Process

PJM Decision Points I, II, III: What Each Gates, What You Need to Pass, and How Site Control Tightens at Each Stage

The PJM cycle is a three-gate funnel. Phase I ends at Decision Point I, where the developer commits to continue based on initial network upgrade cost. Phase II ends at Decision Point II, where the firm cost estimate and refined site control mix drive the next commit. Phase III ends at Decision Point III, where the project executes its Interconnection Agreement with 100 percent non-option site control. Here is the operational guide to all three Decision Points, the site control bar at each stage, and the timing reality between them.

· By Zonevex Team · 16 min read

The cycle in one paragraph

The PJM cycle process is a sequence of three engineering phases punctuated by three Decision Points. The cycle opens with an Application window, followed by an Application Review Phase in which PJM issues deficiency notices and the developer cures them within a 10-business-day window. Once accepted, the project enters Phase I — the System Impact Study (SIS) — which produces the initial allocated network upgrade cost and triggers Decision Point I (DP1). At DP1 the developer either elects to continue, withdraws, or modifies the request within the bounds of Manual 14H Section 7.2. Continuing means entering Phase II, where PJM produces firm network upgrade scope and cost. The Phase II results trigger Decision Point II (DP2). Continuing past DP2 enters Phase III — the Facilities Study — where the direct attachment facilities are engineered in detail. Phase III concludes with Decision Point III (DP3), after which the developer executes the Interconnection Agreement (IA). Each DP requires updated site control evidence, additional financial deposits, and re-affirmation of project commercial readiness. The structure is codified in PJM Tariff Part VII, Subpart C and Manual 14H.

Decision Point I in depth

Decision Point I is the first formal go/no-go gate in the cycle. It sits at the end of Phase I and gates entry into Phase II. The DP1 election window typically opens within five business days of Phase I report issuance and runs for 30 to 60 calendar days, set by Manual 14H Section 8 and the cycle-specific schedule order.

What DP1 gates

DP1 gates entry into Phase II and the substantial financial commitment that comes with it. A project that elects to continue at DP1 posts the Phase II study deposit and the readiness deposit, which is $4,000 per MW up to a $2 million cap. A project that withdraws at DP1 forfeits a portion of its Phase I study deposit but avoids the larger Phase II deposit exposure.

What's required to pass DP1

  • Phase I Study results received and reviewed. The 15-section Phase I report is the primary input. See our companion guide on how to read PJM Cycle 1 Phase I System Impact Study results for a section-by-section walkthrough.
  • Maintained site control over the initial Site. The developer must demonstrate that the site control evidence package submitted at Application is still valid — no expired options, no unrecorded amendments, no parcel removals that drop coverage below the Manual 14H Section 7.1 thresholds.
  • Deposit decision and posting.
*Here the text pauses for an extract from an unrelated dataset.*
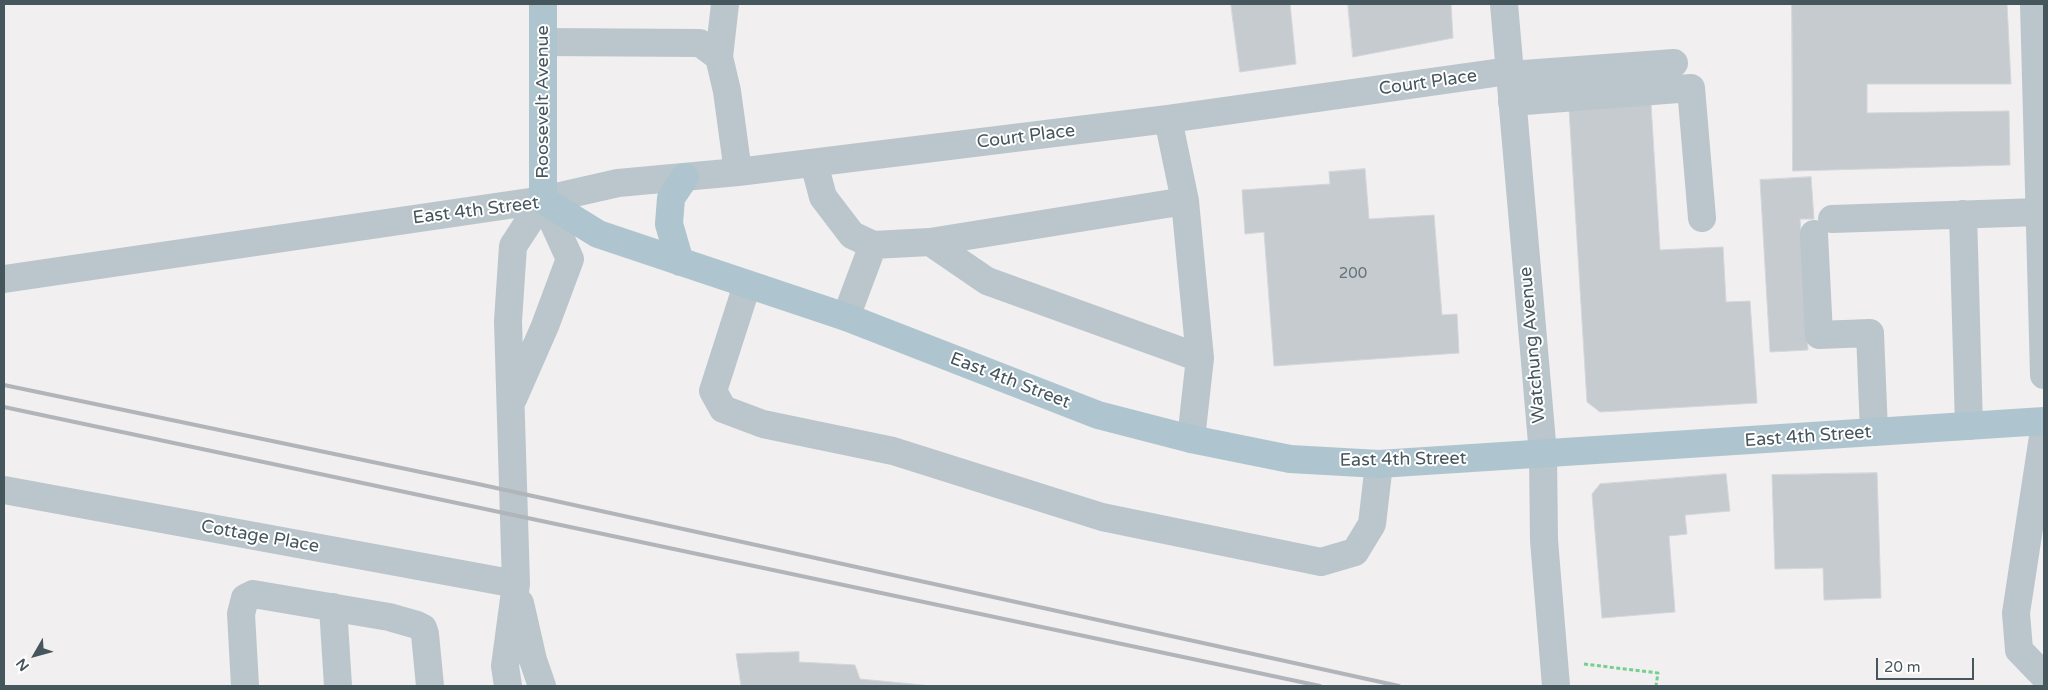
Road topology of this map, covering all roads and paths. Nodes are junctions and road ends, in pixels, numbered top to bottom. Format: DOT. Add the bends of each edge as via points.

The Phase II study deposit and the readiness deposit must be wire-transferred to PJM within the DP1 election window. Late posting is treated as withdrawal.
  • Officer Certification re-affirmation. Some cycles require a refreshed Officer Certification at DP1 attesting that the site control evidence remains accurate. Cycle 1 follows this pattern.

The go/no-go choice and withdrawal economics

The DP1 economic decision turns on three factors: headline allocated network upgrade cost from the Phase I report, contingent facility exposure (upgrades allocated to higher-priority queue projects whose withdrawal would inherit cost back to your project), and affected systems schedule risk. We cover the full three-question DP1 framework in the Phase I results guide.

Withdrawal at DP1 carries a defined cost: the developer forfeits actual study costs incurred to date out of the original Phase I study deposit, with the remainder refunded. For Cycle 1 projects this is typically $50,000 to $200,000 net depending on project size, plus loss of the Application Fee. Withdrawal at DP1 does not trigger the larger penalties that attach to DP2 or DP3 — the cycle is designed to allow developers to exit cleanly when Phase I cost discovery proves unfavorable.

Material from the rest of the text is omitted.